**What is being asked**
The answer is every line in the data below that contains the word "Bojonggede".

(Records contained in a dataset)
○ ○ ○ ○

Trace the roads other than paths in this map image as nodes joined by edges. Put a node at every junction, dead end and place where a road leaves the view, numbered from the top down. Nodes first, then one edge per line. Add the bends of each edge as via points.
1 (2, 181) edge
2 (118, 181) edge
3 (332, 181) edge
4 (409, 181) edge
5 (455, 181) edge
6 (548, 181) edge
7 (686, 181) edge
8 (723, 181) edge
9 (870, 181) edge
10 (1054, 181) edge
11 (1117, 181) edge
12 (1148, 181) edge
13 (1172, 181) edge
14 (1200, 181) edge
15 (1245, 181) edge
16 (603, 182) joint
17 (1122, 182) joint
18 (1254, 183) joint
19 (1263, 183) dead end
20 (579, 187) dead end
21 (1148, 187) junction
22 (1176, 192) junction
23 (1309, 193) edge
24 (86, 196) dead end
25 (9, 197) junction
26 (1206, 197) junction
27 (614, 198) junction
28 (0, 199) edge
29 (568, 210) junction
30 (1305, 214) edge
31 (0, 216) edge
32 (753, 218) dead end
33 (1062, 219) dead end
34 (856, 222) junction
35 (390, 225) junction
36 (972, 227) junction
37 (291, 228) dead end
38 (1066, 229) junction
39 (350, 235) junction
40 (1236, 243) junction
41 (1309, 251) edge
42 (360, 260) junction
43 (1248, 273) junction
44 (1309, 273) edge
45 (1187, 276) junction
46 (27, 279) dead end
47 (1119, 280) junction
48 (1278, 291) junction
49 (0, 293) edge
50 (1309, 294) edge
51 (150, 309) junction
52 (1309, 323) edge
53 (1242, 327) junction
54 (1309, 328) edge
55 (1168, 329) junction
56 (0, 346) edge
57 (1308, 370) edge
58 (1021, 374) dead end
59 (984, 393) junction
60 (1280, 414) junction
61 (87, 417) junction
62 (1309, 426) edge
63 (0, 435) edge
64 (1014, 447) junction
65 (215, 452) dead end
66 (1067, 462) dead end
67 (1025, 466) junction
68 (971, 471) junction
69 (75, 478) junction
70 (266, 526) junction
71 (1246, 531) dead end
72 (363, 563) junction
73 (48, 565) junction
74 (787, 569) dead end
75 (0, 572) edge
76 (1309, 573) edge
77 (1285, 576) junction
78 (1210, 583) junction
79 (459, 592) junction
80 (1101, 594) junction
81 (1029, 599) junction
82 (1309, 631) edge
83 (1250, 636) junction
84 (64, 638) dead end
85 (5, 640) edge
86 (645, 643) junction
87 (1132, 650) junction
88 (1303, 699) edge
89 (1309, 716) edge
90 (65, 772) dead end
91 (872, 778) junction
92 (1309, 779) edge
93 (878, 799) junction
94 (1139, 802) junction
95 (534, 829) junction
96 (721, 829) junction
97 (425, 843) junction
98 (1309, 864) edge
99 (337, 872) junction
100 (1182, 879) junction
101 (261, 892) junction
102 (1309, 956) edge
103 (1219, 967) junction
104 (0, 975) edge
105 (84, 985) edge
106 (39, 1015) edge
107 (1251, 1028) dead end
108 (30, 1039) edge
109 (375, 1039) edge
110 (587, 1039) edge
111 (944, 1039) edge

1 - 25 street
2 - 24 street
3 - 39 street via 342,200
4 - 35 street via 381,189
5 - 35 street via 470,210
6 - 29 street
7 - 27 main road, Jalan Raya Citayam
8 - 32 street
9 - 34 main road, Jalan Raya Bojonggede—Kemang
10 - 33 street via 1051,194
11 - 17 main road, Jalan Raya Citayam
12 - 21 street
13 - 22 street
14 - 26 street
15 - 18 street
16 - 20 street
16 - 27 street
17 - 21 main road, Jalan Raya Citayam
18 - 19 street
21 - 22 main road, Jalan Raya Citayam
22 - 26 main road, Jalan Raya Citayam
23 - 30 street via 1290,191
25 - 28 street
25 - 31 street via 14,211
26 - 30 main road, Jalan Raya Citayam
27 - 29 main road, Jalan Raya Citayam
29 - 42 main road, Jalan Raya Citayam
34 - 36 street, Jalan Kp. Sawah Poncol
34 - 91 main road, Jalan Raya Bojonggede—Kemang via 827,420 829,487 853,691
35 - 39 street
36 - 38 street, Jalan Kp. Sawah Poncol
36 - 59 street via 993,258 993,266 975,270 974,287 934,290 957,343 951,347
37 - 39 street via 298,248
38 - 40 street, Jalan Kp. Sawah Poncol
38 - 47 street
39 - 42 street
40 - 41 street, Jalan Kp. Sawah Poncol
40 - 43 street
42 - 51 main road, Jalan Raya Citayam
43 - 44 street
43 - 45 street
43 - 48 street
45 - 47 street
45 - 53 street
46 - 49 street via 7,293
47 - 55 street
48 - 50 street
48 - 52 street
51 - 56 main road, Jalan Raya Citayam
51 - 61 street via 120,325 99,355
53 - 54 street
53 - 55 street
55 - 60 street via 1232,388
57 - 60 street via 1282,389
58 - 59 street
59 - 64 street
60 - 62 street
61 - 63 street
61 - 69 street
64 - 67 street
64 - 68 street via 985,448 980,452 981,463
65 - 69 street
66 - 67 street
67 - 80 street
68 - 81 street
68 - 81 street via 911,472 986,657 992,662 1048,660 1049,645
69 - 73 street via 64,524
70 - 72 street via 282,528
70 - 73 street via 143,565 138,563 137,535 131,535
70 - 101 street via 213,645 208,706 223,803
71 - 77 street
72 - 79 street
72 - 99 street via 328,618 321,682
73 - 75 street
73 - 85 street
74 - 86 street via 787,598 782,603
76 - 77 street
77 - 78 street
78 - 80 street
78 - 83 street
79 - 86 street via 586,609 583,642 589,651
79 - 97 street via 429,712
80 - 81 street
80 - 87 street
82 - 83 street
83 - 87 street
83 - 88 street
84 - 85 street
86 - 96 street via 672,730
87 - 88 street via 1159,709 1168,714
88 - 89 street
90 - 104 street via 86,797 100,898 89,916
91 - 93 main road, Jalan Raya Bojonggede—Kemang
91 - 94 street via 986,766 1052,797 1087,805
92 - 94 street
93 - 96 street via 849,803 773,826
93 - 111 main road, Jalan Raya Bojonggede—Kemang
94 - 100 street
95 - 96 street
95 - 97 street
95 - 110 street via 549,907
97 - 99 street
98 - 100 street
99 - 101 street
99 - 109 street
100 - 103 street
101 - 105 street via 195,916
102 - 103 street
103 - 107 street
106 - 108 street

○ ○ ○ ○

**Output below**
9 - 34 main road, Jalan Raya Bojonggede—Kemang
34 - 91 main road, Jalan Raya Bojonggede—Kemang via 827,420 829,487 853,691
91 - 93 main road, Jalan Raya Bojonggede—Kemang
93 - 111 main road, Jalan Raya Bojonggede—Kemang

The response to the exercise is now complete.